**WHAT YOU WILL DO**. Among the entries below, find each line with "CLUB" and show it.

**EXERCISE DATA**.
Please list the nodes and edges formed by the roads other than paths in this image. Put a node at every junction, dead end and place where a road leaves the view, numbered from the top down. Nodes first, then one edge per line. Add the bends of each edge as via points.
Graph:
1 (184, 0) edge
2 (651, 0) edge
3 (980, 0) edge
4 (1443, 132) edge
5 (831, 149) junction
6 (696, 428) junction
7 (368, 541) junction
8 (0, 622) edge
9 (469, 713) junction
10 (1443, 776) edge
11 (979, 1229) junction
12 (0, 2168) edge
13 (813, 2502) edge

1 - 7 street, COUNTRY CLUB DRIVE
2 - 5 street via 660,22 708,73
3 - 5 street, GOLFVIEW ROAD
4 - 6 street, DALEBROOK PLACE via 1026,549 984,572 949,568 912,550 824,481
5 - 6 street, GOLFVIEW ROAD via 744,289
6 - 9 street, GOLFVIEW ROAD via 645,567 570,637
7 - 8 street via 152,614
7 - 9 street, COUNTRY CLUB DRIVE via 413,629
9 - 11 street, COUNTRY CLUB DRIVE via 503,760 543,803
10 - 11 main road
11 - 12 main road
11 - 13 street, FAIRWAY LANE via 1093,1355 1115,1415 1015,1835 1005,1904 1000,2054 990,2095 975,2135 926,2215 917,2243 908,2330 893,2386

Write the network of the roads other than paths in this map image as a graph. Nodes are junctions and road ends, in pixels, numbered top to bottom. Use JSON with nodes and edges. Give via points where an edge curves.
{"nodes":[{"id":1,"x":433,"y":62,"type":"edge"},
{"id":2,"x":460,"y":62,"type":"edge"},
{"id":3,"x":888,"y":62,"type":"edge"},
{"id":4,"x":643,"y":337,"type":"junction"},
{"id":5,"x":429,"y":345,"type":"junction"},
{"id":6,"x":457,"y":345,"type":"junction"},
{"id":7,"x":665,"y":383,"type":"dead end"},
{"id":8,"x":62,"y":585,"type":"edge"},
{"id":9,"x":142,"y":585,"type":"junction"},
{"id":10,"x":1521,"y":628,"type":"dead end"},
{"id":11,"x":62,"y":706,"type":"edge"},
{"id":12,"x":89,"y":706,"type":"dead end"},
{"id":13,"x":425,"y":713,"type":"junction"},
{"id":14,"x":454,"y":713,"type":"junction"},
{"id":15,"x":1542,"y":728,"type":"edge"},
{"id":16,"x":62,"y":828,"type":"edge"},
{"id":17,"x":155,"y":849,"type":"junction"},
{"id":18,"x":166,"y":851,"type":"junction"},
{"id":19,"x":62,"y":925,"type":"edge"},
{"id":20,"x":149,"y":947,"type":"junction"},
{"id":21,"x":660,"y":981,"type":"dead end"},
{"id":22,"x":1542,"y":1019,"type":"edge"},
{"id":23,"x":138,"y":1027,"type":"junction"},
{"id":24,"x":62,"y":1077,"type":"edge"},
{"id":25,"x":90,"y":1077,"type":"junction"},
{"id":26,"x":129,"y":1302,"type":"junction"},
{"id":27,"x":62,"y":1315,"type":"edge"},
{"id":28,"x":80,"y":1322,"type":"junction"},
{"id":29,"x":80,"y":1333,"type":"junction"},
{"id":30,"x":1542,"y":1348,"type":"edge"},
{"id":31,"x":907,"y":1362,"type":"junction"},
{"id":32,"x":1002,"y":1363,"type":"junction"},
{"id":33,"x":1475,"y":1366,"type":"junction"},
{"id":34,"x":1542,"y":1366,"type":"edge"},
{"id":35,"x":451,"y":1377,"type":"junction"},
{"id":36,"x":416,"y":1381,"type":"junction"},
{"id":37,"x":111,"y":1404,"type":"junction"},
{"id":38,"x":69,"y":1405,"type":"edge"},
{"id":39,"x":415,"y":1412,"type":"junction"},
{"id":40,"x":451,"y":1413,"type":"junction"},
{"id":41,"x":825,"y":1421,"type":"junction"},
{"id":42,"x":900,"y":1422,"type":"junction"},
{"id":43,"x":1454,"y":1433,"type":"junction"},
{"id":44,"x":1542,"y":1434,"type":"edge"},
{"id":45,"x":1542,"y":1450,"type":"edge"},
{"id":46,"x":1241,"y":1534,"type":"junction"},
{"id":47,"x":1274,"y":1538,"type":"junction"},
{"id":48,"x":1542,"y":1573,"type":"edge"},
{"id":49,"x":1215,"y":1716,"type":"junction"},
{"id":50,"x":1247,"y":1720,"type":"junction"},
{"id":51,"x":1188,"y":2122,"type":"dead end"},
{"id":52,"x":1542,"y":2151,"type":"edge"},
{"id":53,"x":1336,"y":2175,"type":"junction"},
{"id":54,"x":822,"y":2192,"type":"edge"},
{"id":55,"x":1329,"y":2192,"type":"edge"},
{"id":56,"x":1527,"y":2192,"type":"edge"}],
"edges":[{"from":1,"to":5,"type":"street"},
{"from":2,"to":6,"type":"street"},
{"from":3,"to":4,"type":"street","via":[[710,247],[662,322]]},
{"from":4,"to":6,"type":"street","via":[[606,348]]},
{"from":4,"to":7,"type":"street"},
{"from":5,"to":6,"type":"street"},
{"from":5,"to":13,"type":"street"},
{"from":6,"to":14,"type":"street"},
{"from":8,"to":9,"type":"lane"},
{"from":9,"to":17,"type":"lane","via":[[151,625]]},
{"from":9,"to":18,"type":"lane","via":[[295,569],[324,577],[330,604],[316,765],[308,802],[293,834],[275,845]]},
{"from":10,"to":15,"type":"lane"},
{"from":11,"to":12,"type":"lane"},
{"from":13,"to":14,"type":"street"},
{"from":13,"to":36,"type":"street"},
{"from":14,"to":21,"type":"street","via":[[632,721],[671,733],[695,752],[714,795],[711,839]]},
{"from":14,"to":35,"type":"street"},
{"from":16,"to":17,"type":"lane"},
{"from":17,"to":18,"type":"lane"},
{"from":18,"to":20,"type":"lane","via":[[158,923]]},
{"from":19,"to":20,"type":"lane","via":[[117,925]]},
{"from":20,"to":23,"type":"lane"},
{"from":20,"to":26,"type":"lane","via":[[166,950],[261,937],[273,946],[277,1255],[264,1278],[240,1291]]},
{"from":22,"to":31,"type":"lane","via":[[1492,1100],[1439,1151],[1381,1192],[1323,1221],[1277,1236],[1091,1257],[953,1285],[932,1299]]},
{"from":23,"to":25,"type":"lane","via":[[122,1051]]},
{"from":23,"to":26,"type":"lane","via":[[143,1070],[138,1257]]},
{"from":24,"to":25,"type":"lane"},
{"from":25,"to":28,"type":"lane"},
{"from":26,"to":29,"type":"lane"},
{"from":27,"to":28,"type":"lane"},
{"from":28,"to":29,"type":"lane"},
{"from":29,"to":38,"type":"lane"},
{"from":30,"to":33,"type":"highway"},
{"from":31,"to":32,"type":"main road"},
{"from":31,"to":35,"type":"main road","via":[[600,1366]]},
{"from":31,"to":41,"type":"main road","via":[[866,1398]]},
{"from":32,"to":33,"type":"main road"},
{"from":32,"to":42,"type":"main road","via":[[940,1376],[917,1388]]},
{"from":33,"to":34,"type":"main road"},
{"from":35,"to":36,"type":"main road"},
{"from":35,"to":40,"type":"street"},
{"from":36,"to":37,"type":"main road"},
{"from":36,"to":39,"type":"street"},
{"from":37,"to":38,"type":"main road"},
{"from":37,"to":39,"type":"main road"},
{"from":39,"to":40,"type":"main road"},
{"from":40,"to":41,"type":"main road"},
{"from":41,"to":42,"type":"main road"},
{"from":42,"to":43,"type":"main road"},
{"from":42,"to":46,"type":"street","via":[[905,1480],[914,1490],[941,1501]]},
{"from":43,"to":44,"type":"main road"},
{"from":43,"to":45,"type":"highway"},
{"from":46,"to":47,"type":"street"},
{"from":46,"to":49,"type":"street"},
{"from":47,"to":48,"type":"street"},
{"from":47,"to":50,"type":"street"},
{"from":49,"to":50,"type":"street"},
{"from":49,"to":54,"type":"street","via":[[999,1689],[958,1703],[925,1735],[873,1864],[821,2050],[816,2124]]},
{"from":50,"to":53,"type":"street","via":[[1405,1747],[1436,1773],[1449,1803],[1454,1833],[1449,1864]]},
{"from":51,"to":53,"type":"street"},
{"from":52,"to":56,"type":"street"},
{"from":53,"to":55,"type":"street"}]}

**ANSWER TO THE EXERCISE**.
1 - 7 street, COUNTRY CLUB DRIVE
7 - 9 street, COUNTRY CLUB DRIVE via 413,629
9 - 11 street, COUNTRY CLUB DRIVE via 503,760 543,803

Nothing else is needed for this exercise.